I had never heard of the Sea Scouts and quickly learned that almost no one else had ever heard of them either. It was created when the first Boy Scouts outgrew the organization and wanted to continue with the organization. It so happened that one of the adult sponsors of the Boy Scouts in America had a sailing yacht and took these boys for a ride that has continued to this day, one hundred years later.
I rode my bike to Lindsey's home. He lived in a community named Stoneleigh, near the elementary school we had attended. From there we rode to the Skipper's house. Adult leaders of Sea Scout Ships are known by that familiar title. There, we squeezed into the Skipper's 1949 DeSoto with another boy of our age, Jim Urch. The older members of the crew – Terry Feelemyer, John White, Bob Cook, and Barry Monaco – piled into Barry's Jeep Wagoneer, and we traveled a confusing maze of highways and byways to Ethel's Boatyard. I couldn't see much hunkered down in the backseat of the DeSoto and felt very overwhelmed.
I suppose you may think that I am reading these names from a roster or looking at a picture of them. I'm not. That day and those boys are seared into my memory. Yes, it was that significant an event in my life those fifty-four years ago.

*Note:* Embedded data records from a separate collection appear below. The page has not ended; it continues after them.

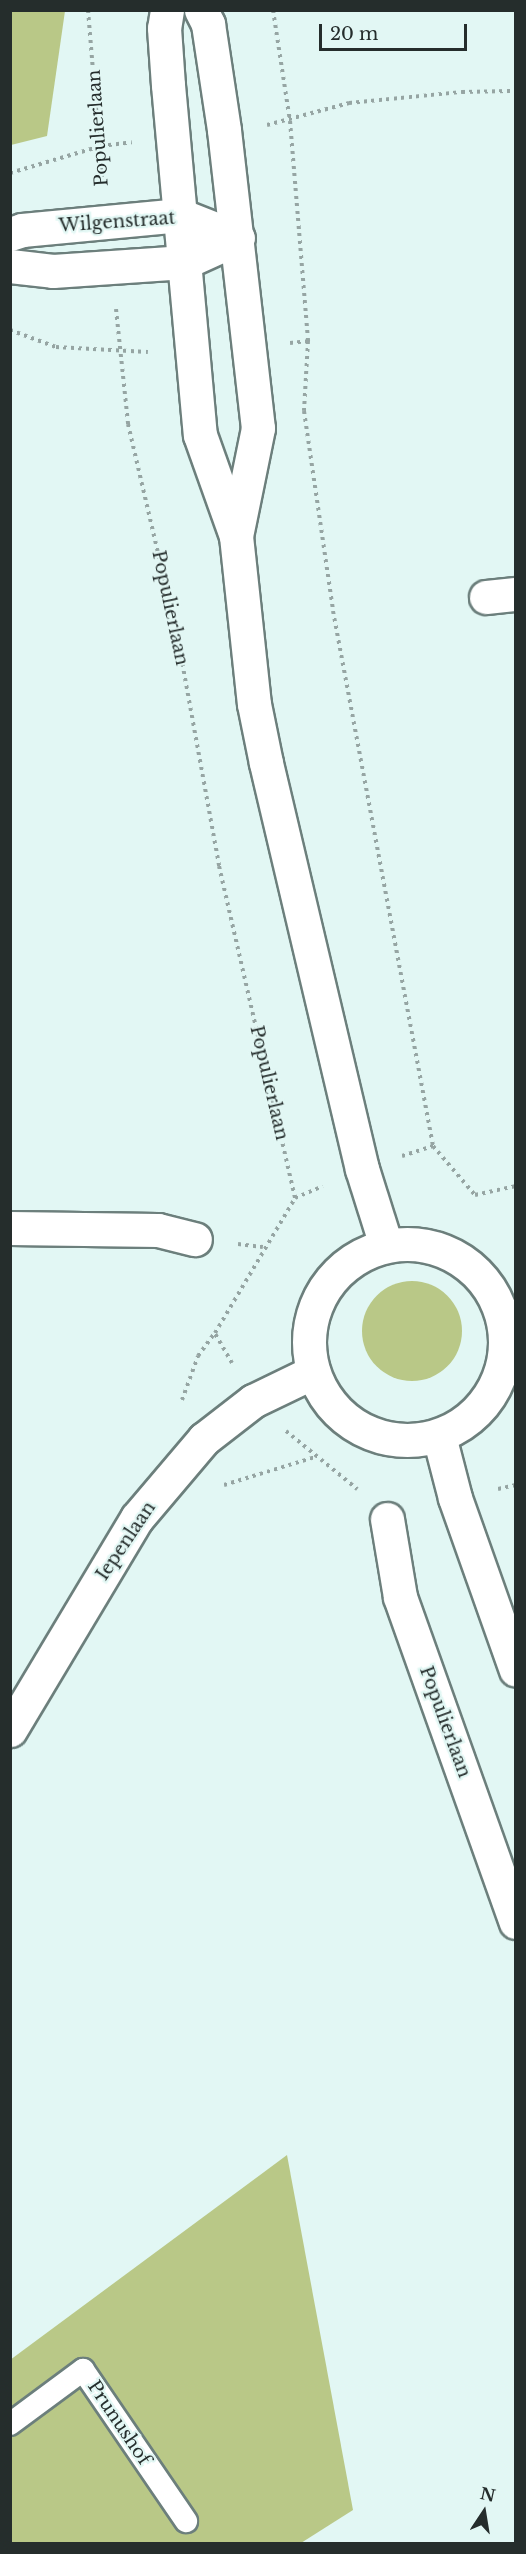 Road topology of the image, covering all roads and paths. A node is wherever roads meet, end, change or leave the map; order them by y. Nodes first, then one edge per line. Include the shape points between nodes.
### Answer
1 (88, 10) edge
2 (167, 10) edge
3 (201, 10) edge
4 (273, 10) edge
5 (516, 91) edge
6 (290, 121) junction
7 (100, 146) junction
8 (10, 173) edge
9 (180, 215) junction
10 (105, 221) junction
11 (10, 234) edge
12 (238, 238) junction
13 (185, 262) junction
14 (10, 266) edge
15 (112, 268) junction
16 (10, 330) edge
17 (120, 353) junction
18 (236, 536) junction
19 (516, 1186) edge
20 (295, 1198) dead end
21 (10, 1228) edge
22 (195, 1239) dead end
23 (386, 1245) junction
24 (506, 1298) edge
25 (511, 1335) edge
26 (313, 1372) junction
27 (439, 1436) junction
28 (387, 1519) dead end
29 (516, 1670) edge
30 (10, 1730) edge
31 (516, 1922) edge
32 (10, 2424) edge
33 (186, 2521) dead end

1 - 7 path, Populierlaan
2 - 9 street via 164,28
3 - 12 street via 208,24
4 - 6 path
5 - 6 path via 350,103
6 - 19 path via 308,340 304,411 333,611 433,1146 475,1195
7 - 8 path
7 - 10 path, Populierlaan
9 - 10 street, Wilgenstraat
9 - 12 street, Wilgenstraat
9 - 13 street
10 - 11 street, Wilgenstraat
12 - 13 street
12 - 18 street via 258,428
13 - 15 street
13 - 18 street via 200,435
14 - 15 street via 53,271
15 - 17 path, Populierlaan
16 - 17 path via 56,347
17 - 20 path, Populierlaan via 128,424 177,634 219,866
18 - 23 street via 254,704 362,1169
21 - 22 street via 158,1230
23 - 24 street via 420,1244 452,1254
23 - 26 street via 356,1257 330,1279 314,1308 308,1339
24 - 25 street
25 - 27 street via 503,1368 489,1397 467,1421
26 - 27 street via 327,1400 349,1422 377,1436 408,1440
26 - 30 street, Iepenlaan via 253,1401 204,1440 137,1518
27 - 29 street via 454,1498
28 - 31 street, Populierlaan via 400,1596
32 - 33 lane, Prunushof via 83,2370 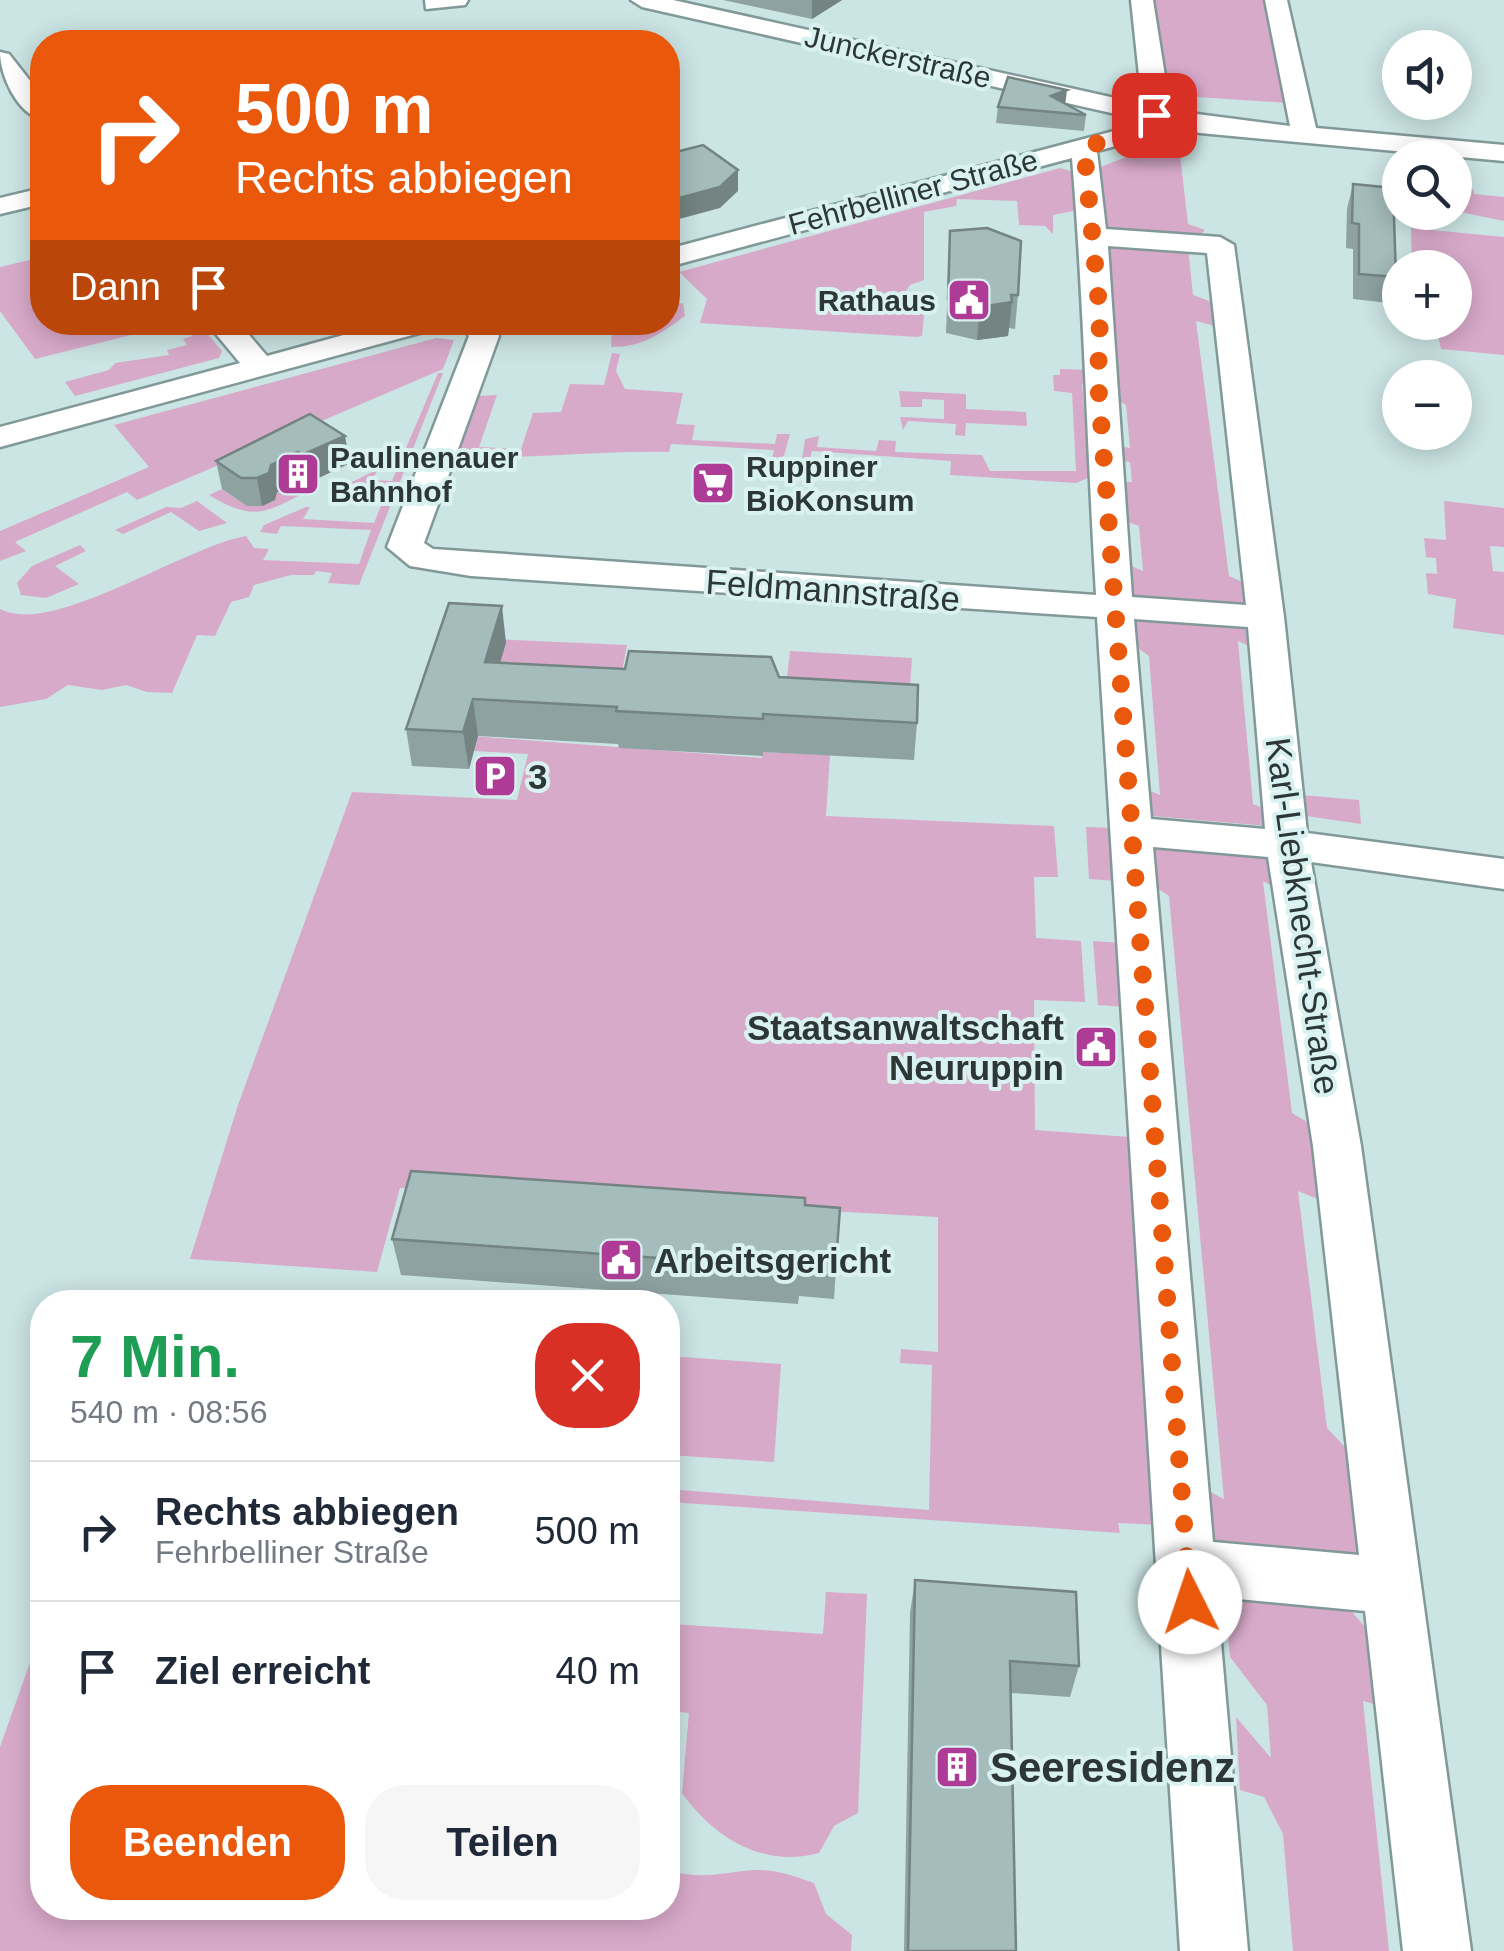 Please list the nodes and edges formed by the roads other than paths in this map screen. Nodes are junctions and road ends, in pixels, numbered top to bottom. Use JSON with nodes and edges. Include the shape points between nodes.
{"nodes":[{"id":1,"x":642,"y":0,"type":"edge"},
{"id":2,"x":1142,"y":0,"type":"edge"},
{"id":3,"x":1276,"y":0,"type":"edge"},
{"id":4,"x":0,"y":60,"type":"edge"},
{"id":5,"x":30,"y":90,"type":"edge"},
{"id":6,"x":1154,"y":115,"type":"junction"},
{"id":7,"x":1305,"y":135,"type":"junction"},
{"id":8,"x":1084,"y":148,"type":"junction"},
{"id":9,"x":1504,"y":153,"type":"edge"},
{"id":10,"x":30,"y":199,"type":"edge"},
{"id":11,"x":0,"y":206,"type":"edge"},
{"id":12,"x":1091,"y":238,"type":"junction"},
{"id":13,"x":680,"y":255,"type":"edge"},
{"id":14,"x":232,"y":335,"type":"edge"},
{"id":15,"x":378,"y":335,"type":"edge"},
{"id":16,"x":483,"y":335,"type":"edge"},
{"id":17,"x":260,"y":367,"type":"junction"},
{"id":18,"x":0,"y":437,"type":"edge"},
{"id":19,"x":1117,"y":610,"type":"junction"},
{"id":20,"x":1266,"y":617,"type":"junction"},
{"id":21,"x":1130,"y":831,"type":"junction"},
{"id":22,"x":1287,"y":844,"type":"junction"},
{"id":23,"x":1504,"y":874,"type":"edge"},
{"id":24,"x":1188,"y":1567,"type":"junction"},
{"id":25,"x":1390,"y":1586,"type":"junction"},
{"id":26,"x":1214,"y":1951,"type":"edge"},
{"id":27,"x":1436,"y":1951,"type":"edge"}],
"edges":[{"from":1,"to":6,"type":"street","name":"Junckerstraße"},
{"from":2,"to":6,"type":"street"},
{"from":3,"to":7,"type":"street"},
{"from":4,"to":5,"type":"street"},
{"from":6,"to":7,"type":"street","name":"Junckerstraße"},
{"from":6,"to":8,"type":"street","name":"Fehrbelliner Straße","via":[[1134,130]]},
{"from":7,"to":9,"type":"street","name":"Junckerstraße"},
{"from":8,"to":12,"type":"street"},
{"from":8,"to":13,"type":"street","name":"Fehrbelliner Straße"},
{"from":10,"to":11,"type":"street"},
{"from":12,"to":19,"type":"street"},
{"from":12,"to":20,"type":"street","name":"Karl-Liebknecht-Straße","via":[[1220,245]]},
{"from":14,"to":17,"type":"street"},
{"from":15,"to":17,"type":"street"},
{"from":16,"to":19,"type":"street","name":"Feldmannstraße","via":[[405,546],[423,558]]},
{"from":17,"to":18,"type":"street"},
{"from":19,"to":20,"type":"street","name":"Feldmannstraße"},
{"from":19,"to":21,"type":"street"},
{"from":20,"to":22,"type":"street","name":"Karl-Liebknecht-Straße"},
{"from":21,"to":22,"type":"street"},
{"from":21,"to":24,"type":"street"},
{"from":22,"to":23,"type":"street"},
{"from":22,"to":25,"type":"street","name":"Karl-Liebknecht-Straße","via":[[1337,1146]]},
{"from":24,"to":25,"type":"street"},
{"from":24,"to":26,"type":"street"},
{"from":25,"to":27,"type":"street","name":"Karl-Liebknecht-Straße"}]}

Ethel was dredging the channel when we arrived. I didn't know her when I first spotted her struggling armpit-deep in the water, probably up to her hips in silt, dragging a large metal bucket with two three-foot long wooden handles out into the creek at the end of her railway boat ramp. When she was satisfied with its position, she waved to the operator on her antique Caterpillar tractor, and he began to drag Ethel and her dredge back to shore with a steel cable that joined them. Keep in mind that this was sometime in April and the water was just thawing from the winter freeze, and Ethel was wearing only coveralls, no footwear and no shirt. Imagine the sight it made for an unworldly fourteen year old boy from the suburbs of Baltimore.